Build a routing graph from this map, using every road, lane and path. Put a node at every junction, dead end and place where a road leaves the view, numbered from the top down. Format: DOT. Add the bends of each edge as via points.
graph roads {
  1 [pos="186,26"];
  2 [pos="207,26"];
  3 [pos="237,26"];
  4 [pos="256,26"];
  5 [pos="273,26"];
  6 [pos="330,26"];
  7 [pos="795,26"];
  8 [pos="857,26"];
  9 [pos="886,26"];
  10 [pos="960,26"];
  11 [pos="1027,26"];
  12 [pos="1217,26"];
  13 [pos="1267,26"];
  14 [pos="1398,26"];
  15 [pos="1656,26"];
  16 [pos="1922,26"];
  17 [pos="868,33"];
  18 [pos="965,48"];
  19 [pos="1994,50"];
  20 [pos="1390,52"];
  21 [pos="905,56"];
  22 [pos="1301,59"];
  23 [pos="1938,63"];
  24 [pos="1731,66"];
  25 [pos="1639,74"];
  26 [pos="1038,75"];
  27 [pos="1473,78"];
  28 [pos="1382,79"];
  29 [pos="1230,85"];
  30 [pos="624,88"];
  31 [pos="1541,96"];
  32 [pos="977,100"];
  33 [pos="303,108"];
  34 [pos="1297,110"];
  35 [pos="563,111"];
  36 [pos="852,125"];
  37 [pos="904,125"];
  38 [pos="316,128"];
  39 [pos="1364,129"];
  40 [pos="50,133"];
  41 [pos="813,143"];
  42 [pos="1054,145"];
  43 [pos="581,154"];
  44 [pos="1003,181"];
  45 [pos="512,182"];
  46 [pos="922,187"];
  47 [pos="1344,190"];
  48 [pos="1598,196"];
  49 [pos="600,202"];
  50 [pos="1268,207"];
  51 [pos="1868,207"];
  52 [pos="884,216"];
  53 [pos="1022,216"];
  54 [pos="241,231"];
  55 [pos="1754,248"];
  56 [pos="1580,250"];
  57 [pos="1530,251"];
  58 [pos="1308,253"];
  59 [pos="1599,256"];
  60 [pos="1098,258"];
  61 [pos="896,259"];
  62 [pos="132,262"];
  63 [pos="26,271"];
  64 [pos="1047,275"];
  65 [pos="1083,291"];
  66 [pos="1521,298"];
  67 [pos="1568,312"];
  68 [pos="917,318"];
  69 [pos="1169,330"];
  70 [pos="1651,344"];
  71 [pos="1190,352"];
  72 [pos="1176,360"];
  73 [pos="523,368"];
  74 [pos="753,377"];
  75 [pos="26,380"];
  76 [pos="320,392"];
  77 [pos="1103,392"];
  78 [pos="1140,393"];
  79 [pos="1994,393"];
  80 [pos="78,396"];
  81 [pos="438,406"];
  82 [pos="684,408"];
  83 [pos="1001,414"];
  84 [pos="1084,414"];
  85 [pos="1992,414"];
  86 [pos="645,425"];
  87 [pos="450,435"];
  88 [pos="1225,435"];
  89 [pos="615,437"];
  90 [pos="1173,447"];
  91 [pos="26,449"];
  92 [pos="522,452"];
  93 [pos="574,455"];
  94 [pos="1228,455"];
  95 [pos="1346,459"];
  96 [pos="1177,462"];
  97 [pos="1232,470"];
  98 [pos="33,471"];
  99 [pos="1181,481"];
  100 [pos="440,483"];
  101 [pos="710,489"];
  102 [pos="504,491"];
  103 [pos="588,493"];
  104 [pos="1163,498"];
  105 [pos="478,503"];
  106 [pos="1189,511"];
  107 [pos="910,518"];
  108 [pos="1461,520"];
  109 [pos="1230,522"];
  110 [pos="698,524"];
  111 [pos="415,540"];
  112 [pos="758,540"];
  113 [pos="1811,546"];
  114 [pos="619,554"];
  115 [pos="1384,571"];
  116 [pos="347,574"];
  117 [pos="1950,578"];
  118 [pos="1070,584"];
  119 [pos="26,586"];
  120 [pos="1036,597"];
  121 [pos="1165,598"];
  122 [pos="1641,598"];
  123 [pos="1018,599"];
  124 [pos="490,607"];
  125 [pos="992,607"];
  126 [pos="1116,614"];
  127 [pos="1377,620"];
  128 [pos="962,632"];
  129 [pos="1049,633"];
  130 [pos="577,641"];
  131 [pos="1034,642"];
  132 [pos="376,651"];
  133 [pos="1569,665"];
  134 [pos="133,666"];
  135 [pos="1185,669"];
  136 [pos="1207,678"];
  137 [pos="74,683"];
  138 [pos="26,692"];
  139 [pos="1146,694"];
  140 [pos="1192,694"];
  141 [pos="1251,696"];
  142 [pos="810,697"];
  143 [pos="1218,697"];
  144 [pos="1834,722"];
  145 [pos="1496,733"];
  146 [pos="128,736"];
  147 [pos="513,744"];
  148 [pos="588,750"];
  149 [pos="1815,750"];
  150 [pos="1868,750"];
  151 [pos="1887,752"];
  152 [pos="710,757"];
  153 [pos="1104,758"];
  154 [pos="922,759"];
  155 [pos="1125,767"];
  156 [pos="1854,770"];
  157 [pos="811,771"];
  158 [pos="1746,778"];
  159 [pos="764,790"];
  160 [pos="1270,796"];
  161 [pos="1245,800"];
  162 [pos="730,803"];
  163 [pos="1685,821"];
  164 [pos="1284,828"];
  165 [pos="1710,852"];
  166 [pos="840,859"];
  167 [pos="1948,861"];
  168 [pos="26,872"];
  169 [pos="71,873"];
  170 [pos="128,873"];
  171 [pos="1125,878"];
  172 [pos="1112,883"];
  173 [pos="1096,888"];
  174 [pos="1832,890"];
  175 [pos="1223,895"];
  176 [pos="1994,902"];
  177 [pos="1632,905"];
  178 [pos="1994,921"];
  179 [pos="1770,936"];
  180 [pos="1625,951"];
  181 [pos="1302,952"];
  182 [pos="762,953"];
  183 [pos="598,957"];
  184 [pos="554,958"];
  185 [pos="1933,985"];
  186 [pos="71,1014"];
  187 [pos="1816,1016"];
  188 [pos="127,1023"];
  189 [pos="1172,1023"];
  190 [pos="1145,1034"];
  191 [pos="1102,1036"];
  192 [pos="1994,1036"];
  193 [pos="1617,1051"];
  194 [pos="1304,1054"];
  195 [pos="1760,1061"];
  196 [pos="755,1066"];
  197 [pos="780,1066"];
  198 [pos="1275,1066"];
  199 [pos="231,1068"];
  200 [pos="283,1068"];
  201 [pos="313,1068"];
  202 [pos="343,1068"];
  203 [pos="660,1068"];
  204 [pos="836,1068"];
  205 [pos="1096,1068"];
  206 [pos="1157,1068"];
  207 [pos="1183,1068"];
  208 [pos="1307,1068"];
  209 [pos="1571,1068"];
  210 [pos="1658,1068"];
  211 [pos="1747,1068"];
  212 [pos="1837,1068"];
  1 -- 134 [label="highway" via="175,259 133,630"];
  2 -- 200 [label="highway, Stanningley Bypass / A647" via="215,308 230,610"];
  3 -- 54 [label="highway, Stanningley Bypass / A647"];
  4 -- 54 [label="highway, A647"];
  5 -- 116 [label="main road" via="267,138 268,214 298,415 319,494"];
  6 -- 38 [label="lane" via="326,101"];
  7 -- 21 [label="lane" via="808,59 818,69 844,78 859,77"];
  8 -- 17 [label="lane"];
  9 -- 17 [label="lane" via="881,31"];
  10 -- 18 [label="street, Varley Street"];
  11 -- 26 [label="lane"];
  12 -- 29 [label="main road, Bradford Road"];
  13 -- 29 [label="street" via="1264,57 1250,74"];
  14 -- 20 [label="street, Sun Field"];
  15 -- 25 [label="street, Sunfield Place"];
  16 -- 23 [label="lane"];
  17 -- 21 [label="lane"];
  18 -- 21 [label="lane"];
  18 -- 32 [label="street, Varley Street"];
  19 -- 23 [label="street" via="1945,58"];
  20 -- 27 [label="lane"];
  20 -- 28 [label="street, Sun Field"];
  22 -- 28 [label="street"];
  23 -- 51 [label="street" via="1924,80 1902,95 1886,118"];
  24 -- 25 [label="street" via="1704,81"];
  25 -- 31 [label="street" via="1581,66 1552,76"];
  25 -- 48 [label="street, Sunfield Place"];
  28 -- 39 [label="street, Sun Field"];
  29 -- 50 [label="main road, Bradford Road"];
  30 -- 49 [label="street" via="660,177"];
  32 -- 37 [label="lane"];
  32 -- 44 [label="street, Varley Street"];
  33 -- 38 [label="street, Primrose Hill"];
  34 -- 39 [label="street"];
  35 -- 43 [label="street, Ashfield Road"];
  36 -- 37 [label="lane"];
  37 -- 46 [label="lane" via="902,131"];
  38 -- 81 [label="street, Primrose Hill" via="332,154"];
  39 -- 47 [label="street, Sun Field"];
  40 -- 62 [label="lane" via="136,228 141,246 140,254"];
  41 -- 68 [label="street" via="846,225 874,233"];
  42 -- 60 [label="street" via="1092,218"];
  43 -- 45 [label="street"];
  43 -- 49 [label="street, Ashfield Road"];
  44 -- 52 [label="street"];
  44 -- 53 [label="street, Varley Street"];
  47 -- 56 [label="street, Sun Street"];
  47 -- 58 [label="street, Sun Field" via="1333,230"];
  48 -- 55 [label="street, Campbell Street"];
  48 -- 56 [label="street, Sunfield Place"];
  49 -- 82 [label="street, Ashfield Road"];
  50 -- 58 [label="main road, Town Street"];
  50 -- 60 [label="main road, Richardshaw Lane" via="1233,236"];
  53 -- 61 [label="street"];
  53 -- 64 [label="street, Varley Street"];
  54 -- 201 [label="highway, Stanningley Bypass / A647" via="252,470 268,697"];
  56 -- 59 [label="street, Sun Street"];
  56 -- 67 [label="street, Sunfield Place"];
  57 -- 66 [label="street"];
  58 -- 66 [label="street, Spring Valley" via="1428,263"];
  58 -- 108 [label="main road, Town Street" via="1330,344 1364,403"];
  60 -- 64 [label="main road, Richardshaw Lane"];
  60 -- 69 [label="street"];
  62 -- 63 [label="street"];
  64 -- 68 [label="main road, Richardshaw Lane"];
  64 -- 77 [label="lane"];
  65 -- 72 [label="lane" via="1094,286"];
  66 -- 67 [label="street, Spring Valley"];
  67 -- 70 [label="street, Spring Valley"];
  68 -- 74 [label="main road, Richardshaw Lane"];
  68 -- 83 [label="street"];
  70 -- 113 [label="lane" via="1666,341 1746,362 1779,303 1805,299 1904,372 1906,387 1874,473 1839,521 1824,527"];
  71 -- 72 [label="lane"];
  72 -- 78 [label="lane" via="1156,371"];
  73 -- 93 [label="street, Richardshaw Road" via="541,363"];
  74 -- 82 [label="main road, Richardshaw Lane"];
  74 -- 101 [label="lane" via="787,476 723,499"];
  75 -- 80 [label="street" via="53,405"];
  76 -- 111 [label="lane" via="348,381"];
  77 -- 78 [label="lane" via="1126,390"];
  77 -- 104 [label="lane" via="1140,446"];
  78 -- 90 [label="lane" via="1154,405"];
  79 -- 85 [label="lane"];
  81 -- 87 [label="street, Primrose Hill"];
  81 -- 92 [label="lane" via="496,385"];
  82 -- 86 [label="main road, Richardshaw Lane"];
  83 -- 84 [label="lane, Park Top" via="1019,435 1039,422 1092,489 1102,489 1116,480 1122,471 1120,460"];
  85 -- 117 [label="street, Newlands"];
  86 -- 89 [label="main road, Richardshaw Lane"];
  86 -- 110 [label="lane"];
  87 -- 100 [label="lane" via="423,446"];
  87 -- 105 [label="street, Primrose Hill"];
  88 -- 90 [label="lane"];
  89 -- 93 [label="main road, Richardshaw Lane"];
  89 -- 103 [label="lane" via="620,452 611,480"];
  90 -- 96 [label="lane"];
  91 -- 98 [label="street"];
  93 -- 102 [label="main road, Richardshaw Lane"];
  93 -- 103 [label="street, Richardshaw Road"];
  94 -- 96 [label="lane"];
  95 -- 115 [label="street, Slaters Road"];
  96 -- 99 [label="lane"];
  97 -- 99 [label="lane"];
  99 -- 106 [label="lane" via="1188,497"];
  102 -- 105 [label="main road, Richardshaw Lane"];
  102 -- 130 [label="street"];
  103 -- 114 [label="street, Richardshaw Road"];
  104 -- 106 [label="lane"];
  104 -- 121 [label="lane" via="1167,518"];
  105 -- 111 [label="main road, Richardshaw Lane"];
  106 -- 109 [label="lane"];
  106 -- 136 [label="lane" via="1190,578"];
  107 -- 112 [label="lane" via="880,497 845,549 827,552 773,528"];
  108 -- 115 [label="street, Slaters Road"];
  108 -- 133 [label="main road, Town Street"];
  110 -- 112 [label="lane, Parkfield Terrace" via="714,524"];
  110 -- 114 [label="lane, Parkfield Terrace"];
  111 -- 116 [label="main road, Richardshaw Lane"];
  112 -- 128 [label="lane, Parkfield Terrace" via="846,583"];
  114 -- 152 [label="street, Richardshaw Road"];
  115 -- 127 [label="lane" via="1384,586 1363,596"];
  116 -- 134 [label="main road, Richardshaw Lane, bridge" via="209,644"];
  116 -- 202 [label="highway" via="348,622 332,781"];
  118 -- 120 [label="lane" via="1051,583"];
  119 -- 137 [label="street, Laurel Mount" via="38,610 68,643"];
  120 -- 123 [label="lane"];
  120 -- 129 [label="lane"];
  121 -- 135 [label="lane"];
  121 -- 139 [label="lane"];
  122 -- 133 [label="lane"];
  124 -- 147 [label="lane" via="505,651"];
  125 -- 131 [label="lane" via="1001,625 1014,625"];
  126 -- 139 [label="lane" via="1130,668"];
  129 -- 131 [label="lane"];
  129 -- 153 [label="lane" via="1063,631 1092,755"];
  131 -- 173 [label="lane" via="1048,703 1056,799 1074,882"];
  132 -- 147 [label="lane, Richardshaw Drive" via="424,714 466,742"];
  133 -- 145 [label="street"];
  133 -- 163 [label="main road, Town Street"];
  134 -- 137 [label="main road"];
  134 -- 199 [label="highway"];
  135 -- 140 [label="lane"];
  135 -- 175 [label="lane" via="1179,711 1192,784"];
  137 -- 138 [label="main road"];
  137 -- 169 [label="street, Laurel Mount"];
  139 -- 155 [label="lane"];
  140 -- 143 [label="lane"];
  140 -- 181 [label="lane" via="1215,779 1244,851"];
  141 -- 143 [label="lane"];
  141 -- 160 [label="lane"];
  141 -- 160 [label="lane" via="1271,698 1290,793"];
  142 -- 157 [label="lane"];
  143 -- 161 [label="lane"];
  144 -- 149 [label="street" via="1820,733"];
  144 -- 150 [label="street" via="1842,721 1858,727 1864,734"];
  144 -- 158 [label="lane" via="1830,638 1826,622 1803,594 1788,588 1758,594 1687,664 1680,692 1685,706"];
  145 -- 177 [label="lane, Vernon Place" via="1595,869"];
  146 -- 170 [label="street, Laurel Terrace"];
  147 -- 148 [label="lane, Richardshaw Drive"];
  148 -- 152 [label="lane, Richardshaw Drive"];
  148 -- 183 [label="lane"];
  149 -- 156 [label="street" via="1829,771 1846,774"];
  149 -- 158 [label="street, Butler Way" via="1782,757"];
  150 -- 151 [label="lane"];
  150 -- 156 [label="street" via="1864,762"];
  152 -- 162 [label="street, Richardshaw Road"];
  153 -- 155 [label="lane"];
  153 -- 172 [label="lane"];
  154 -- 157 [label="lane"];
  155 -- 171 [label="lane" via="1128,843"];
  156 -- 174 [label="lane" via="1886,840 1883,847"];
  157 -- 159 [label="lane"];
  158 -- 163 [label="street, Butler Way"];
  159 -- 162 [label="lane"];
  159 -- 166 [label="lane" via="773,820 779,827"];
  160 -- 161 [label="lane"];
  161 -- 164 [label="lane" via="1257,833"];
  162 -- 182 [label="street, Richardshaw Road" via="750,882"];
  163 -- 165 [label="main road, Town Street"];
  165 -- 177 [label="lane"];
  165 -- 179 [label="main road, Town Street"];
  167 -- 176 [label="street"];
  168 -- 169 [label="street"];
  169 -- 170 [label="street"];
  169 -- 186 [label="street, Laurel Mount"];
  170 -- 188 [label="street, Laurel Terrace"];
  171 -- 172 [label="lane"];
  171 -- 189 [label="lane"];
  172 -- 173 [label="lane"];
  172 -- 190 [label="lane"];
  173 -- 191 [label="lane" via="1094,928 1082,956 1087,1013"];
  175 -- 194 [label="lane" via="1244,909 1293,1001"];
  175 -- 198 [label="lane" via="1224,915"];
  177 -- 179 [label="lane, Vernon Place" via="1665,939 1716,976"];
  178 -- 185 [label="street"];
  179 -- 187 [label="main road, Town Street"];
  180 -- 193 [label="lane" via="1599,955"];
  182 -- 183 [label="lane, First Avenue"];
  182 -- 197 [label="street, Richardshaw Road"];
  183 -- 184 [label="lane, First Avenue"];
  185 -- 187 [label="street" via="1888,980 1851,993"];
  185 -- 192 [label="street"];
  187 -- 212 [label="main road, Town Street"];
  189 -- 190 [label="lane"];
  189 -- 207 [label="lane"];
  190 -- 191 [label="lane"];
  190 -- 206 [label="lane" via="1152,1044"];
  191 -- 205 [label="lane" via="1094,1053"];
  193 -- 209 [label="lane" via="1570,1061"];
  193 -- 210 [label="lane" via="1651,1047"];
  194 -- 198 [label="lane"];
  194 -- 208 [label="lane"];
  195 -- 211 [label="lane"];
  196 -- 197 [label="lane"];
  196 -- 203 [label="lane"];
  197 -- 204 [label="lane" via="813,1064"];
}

+ + + + + + +

PROBLEM TO WORK ON:
Find each line in the material above that carries the string "Laurel", and copy it.

REPLY TO THE TASK:
  119 -- 137 [label="street, Laurel Mount" via="38,610 68,643"];
  137 -- 169 [label="street, Laurel Mount"];
  146 -- 170 [label="street, Laurel Terrace"];
  169 -- 186 [label="street, Laurel Mount"];
  170 -- 188 [label="street, Laurel Terrace"];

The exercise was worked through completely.